- Arms of Usflete: Argent, on a fess azure three fleurs-de-lys or

Personal details
- Born: c. 1346 Whitgift, East Riding of Yorkshire, England
- Died: c. 1406 Swanland, East Riding of Yorkshire, England

= Gerard Usflete =

Sir Gerard de Usflete, (c.1346–1406) of North Ferriby and Ousefleet, Yorkshire, was a Member of Parliament for Yorkshire in 1401.

==Career==
He was the son and heir of Sir Gerard Usflete (died. c.1363) of North Ferriby. He was knighted before July 1371 and served as Sheriff of Yorkshire 1384-5. He fought in France in the retinue of John of Gaunt, 1st Duke of Lancaster.
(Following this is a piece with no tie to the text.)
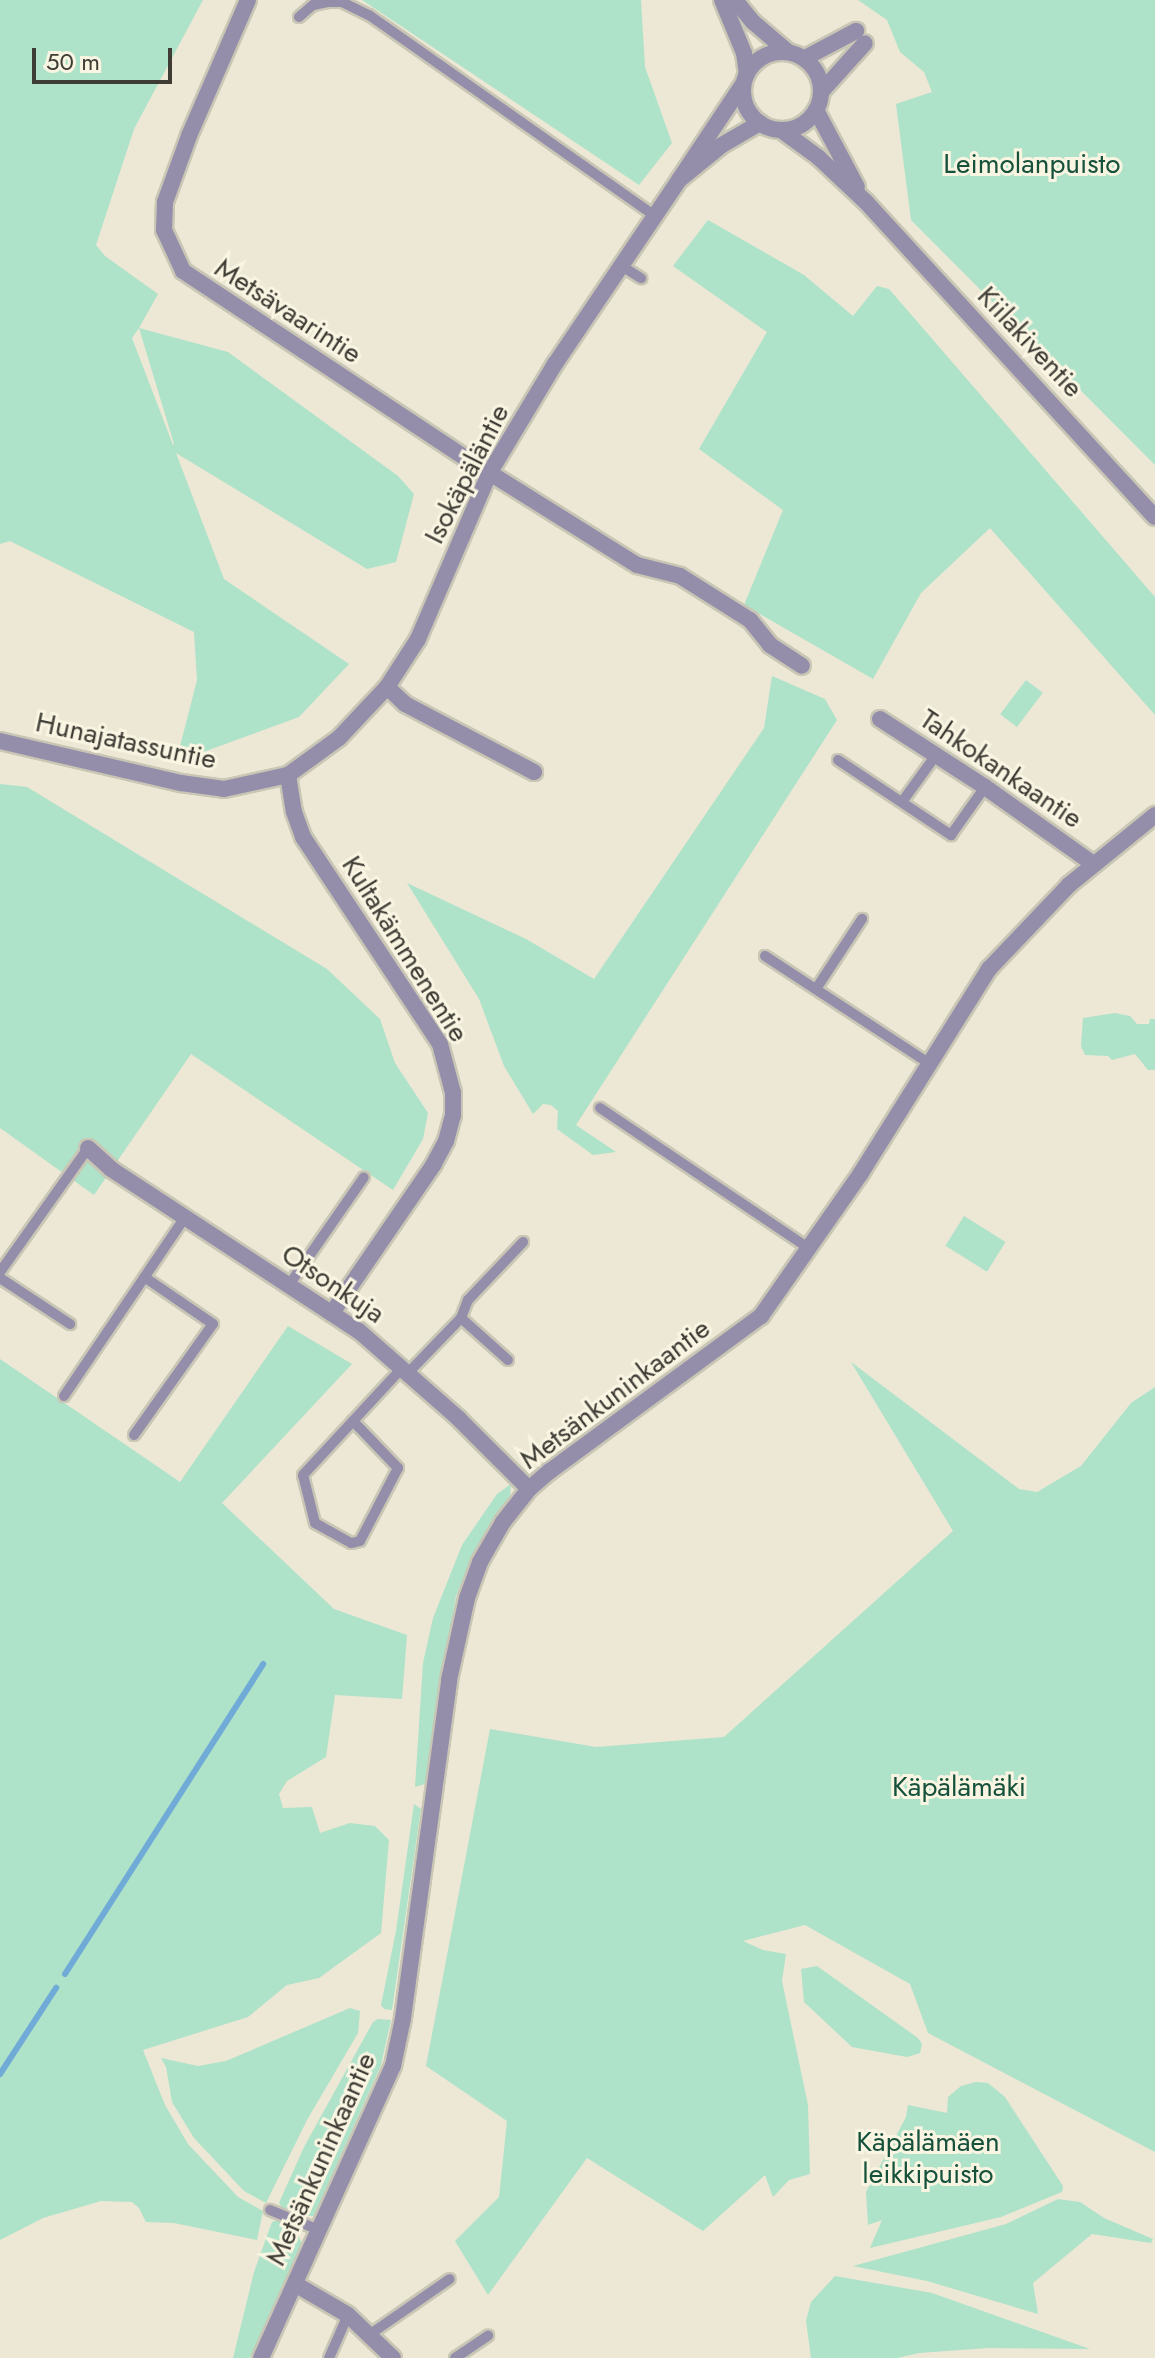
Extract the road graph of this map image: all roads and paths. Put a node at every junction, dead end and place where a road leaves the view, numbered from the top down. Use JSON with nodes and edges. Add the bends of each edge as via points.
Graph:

He died shortly before April 1406 and was buried at North Ferriby.

==Marriage and children==
By his wife (of unrecorded name) he left legitimate issue one son and two daughters, including:
- Gerard de Usflete (d.1421), eldest son and heir, who took part in the 1405 rebellion of Henry Percy, 1st Earl of Northumberland (d.1408) and fought in the French wars of King Henry V and served as steward of Lincolnshire estates of the Duchy of Lancaster. He married Elizabeth FitzAlan, a daughter of Richard FitzAlan, 11th Earl of Arundel (d.1397) and widow of Thomas de Mowbray, 1st Duke of Norfolk (d.1399). He died without children when his two sisters became his co-heiresses.
- Katherine Usflete (d. after 1436), mother of John Beauchamp, 1st Baron Beauchamp (d.1475) of Powick, KG.